▸ WHAT IS NEEDED: Transcribe everything in the listing as written, and let no image into the copy.

▸ INPUT MATERIAL:
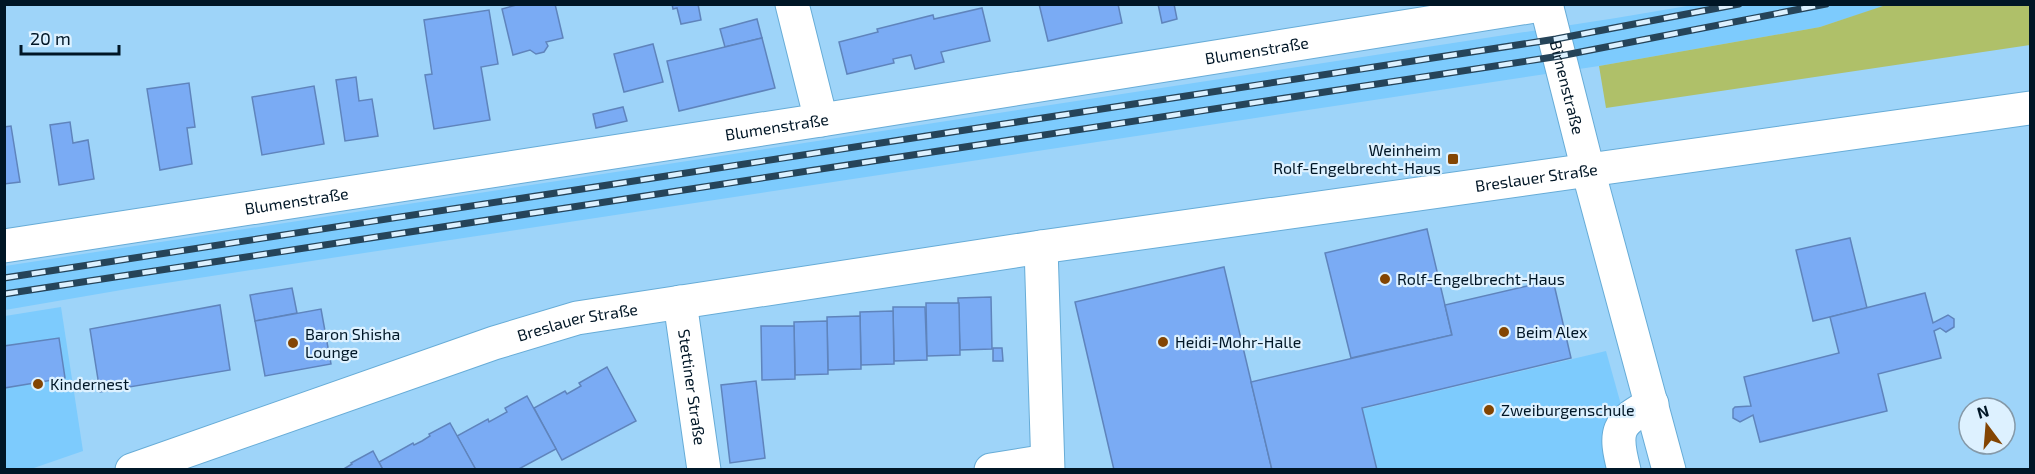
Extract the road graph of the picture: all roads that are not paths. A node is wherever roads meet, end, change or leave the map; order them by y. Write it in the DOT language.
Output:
graph roads {
  1 [pos="792,4"];
  2 [pos="1546,5"];
  3 [pos="2031,108"];
  4 [pos="821,120"];
  5 [pos="1588,170"];
  6 [pos="4,246"];
  7 [pos="1041,247"];
  8 [pos="681,302"];
  9 [pos="1652,404"];
  10 [pos="1048,466"];
  11 [pos="132,470"];
  12 [pos="704,470"];
  13 [pos="991,470"];
  14 [pos="1624,470"];
  15 [pos="1669,470"];
  1 -- 4 [label="street"];
  2 -- 4 [label="street, Blumenstraße"];
  2 -- 5 [label="street, Birnenstraße"];
  3 -- 5 [label="street, Breslauer Straße"];
  4 -- 6 [label="street, Blumenstraße"];
  5 -- 7 [label="street, Breslauer Straße"];
  5 -- 9 [label="street, Birnenstraße"];
  7 -- 8 [label="street, Breslauer Straße"];
  7 -- 10 [label="street"];
  8 -- 11 [label="street, Breslauer Straße"];
  8 -- 12 [label="street, Stettiner Straße"];
  9 -- 14 [label="street"];
  9 -- 15 [label="street, Birnenstraße"];
  10 -- 13 [label="street"];
}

▸ TASK RESULT:
Extract the road graph of the picture: all roads that are not paths. A node is wherever roads meet, end, change or leave the map; order them by y. Write it in the DOT language.
Output:
graph roads {
  1 [pos="792,4"];
  2 [pos="1546,5"];
  3 [pos="2031,108"];
  4 [pos="821,120"];
  5 [pos="1588,170"];
  6 [pos="4,246"];
  7 [pos="1041,247"];
  8 [pos="681,302"];
  9 [pos="1652,404"];
  10 [pos="1048,466"];
  11 [pos="132,470"];
  12 [pos="704,470"];
  13 [pos="991,470"];
  14 [pos="1624,470"];
  15 [pos="1669,470"];
  1 -- 4 [label="street"];
  2 -- 4 [label="street, Blumenstraße"];
  2 -- 5 [label="street, Birnenstraße"];
  3 -- 5 [label="street, Breslauer Straße"];
  4 -- 6 [label="street, Blumenstraße"];
  5 -- 7 [label="street, Breslauer Straße"];
  5 -- 9 [label="street, Birnenstraße"];
  7 -- 8 [label="street, Breslauer Straße"];
  7 -- 10 [label="street"];
  8 -- 11 [label="street, Breslauer Straße"];
  8 -- 12 [label="street, Stettiner Straße"];
  9 -- 14 [label="street"];
  9 -- 15 [label="street, Birnenstraße"];
  10 -- 13 [label="street"];
}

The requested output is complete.